You’ve heard this one a million times. A girl is standing on the corner in the East Village with her French bulldog, Lola. The girl is waiting for the light to turn so she can cross the street, but this guy comes along in Italian loafers and the bulldog piddles on the loafers. I know, it’s cliché.
As you’d expect, Italian loafers takes the girl to small claims court because the shoes are ruined. He doesn’t care that she apologizes umpteen times, or that Lola is old and having bladder problems. The small claims court judge rules in favor of Italian loafers because an owner should be able to control their animal.
But here’s where things get interesting.
Turns out, by some twist of fate, the girl runs into the judge in the courthouse hallway after the proceedings. I think he was on his way to the men’s room (speaking of bladders) and she walked up to ask him a question. She was attracted to the judge, which is odd since he ruled against her. Didn’t matter.

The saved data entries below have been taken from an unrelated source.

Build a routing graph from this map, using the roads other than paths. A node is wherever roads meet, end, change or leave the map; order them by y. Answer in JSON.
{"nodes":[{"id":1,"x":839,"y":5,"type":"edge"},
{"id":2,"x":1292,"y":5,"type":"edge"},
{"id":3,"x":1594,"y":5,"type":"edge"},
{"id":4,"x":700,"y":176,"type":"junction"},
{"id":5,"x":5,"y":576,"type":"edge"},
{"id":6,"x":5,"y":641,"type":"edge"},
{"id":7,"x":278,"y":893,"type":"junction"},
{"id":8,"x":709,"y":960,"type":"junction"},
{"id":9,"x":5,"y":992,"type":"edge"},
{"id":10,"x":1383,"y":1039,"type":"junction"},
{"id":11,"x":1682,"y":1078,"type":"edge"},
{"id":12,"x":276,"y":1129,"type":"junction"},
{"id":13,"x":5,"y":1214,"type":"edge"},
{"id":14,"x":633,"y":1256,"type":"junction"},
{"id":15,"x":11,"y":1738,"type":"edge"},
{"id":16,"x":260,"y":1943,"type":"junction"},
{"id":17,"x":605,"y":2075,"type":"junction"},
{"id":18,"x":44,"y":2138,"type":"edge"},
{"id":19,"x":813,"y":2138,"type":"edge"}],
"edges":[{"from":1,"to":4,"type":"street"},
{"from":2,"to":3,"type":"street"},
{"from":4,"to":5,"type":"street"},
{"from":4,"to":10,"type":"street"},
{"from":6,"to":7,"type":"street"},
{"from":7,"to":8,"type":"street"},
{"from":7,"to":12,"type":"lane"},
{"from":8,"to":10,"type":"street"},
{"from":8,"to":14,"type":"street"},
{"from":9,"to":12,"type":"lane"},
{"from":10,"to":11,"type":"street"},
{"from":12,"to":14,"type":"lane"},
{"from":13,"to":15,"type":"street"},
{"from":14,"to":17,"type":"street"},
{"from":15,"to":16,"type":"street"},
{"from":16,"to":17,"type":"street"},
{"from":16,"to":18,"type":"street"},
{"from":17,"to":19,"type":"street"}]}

The judge considered whether or not he’d ask the girl on a date. He decided it was a bad idea. He imagined that one boomeranging on him. Not on the first or second dates, but later, after they’d slept together a few times. He knew she’d throw the Italian loafers ruling in his face. He didn’t want to take the chance, even though the girl was cute and he’d been divorced a few years. It wasn’t necessarily easy to keep doing the dating thing.
Meanwhile, the Italian loafers guy made out like a bandit, but the last laugh was on him because after he left the courthouse, he got hit by a bike messenger. Yep. He wound up in the hospital with a severe concussion. Clearly, the guy didn’t pay enough attention on the street. In Manhattan you need to be on your toes, not checking Facebook every five seconds; but this guy was looking at his phone and sustained a head trauma.
It’s just how it happened. What can you do?
All of this is rote. It’s a story we’ve been told so frequently we nod as we hear the part about the head trauma. It’s expected you’re not going to like Italian loafers guy. First, he’s walking around Manhattan in an expensive pair of shoes, then, on top of that, he takes the girl to court. And even though his shoes got ruined, and he did nothing but stand on a street corner, the reader expects the writer to exact retribution against the guy for not accepting the girl’s apology. Besides, everybody loves a French bulldog named Lola. Let’s face it, that’s not working in the guy’s favor.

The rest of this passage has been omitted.